Stored dataset items:
Start of Block

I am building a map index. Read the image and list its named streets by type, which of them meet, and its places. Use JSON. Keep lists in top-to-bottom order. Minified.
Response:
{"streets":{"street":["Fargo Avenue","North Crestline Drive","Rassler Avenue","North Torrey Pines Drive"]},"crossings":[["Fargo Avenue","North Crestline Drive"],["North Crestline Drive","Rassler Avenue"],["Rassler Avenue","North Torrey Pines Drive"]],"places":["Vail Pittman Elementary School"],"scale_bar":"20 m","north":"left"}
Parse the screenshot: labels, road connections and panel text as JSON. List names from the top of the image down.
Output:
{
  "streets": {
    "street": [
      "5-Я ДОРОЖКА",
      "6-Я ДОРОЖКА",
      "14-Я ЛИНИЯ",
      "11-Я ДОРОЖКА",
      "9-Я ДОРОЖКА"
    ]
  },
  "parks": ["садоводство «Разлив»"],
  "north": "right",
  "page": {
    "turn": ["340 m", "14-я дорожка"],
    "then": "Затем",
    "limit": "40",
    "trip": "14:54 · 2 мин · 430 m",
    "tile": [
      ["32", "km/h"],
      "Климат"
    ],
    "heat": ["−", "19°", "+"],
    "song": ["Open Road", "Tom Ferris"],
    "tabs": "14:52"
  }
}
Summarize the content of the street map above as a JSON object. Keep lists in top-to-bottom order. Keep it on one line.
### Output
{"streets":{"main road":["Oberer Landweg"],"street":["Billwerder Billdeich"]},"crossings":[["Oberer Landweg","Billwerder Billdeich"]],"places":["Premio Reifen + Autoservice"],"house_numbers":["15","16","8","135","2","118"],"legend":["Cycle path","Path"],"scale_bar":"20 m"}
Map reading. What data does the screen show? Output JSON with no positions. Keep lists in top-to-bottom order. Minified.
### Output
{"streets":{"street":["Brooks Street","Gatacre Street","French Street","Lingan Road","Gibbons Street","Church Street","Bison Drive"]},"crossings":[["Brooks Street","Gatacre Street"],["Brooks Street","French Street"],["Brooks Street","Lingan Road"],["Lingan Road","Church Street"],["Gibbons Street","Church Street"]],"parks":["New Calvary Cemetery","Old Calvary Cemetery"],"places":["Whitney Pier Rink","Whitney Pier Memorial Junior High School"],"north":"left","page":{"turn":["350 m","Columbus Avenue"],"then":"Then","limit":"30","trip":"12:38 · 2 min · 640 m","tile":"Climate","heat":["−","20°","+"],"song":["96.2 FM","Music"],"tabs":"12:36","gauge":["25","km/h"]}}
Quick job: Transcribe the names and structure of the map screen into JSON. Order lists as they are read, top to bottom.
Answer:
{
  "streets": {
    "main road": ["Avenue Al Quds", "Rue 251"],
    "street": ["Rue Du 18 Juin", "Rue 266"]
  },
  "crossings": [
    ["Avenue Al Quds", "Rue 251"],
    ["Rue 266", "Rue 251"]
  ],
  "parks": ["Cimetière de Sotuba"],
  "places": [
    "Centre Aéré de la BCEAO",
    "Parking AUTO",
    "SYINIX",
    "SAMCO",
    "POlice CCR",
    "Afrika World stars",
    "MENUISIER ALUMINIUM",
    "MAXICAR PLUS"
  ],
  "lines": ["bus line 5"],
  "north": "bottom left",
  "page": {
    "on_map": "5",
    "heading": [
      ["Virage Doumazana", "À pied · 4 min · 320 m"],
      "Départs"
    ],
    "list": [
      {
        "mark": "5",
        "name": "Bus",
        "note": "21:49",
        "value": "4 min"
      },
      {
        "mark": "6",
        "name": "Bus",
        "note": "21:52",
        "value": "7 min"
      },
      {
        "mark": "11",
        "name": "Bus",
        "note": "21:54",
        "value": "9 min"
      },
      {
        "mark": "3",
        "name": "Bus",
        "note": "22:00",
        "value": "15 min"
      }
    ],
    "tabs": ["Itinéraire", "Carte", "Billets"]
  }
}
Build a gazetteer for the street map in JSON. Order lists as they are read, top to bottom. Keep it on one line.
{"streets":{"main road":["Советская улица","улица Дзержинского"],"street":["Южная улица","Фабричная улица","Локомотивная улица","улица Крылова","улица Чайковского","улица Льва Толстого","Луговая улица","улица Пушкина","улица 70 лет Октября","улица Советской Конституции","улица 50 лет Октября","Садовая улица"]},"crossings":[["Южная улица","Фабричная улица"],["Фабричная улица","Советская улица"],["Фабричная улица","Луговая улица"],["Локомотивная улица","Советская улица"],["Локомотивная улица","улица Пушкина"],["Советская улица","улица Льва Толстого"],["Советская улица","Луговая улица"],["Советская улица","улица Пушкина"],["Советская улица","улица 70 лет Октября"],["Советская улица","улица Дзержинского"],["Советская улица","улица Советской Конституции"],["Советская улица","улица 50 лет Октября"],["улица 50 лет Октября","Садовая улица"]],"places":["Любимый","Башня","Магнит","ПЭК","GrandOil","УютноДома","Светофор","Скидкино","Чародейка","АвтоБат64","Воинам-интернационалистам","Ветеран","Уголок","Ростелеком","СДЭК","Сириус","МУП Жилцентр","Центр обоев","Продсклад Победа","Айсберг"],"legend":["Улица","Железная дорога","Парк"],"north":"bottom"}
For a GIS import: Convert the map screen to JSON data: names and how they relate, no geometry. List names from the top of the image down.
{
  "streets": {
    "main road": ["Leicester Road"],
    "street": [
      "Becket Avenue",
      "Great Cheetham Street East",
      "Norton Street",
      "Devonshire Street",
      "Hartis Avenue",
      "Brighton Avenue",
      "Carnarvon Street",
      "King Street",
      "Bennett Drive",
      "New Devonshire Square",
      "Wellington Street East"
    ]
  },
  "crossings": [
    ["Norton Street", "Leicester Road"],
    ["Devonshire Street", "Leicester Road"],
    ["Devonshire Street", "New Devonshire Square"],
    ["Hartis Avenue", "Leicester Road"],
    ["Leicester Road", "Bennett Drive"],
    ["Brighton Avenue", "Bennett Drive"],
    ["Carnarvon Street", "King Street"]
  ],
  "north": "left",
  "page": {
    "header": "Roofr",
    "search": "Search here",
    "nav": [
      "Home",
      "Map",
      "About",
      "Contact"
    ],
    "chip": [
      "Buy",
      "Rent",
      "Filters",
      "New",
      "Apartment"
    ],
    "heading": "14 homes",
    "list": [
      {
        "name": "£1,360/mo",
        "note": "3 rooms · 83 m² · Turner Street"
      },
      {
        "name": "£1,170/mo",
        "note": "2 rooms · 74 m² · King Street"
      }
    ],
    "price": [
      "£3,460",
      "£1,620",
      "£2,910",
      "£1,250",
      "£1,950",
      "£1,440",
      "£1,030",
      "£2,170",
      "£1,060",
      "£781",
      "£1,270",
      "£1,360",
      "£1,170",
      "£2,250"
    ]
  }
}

End of Block

Task prompt: In the records above, find the lines containing "Minified" and copy them.

Your solution:
I am building a map index. Read the image and list its named streets by type, which of them meet, and its places. Use JSON. Keep lists in top-to-bottom order. Minified.
Map reading. What data does the screen show? Output JSON with no positions. Keep lists in top-to-bottom order. Minified.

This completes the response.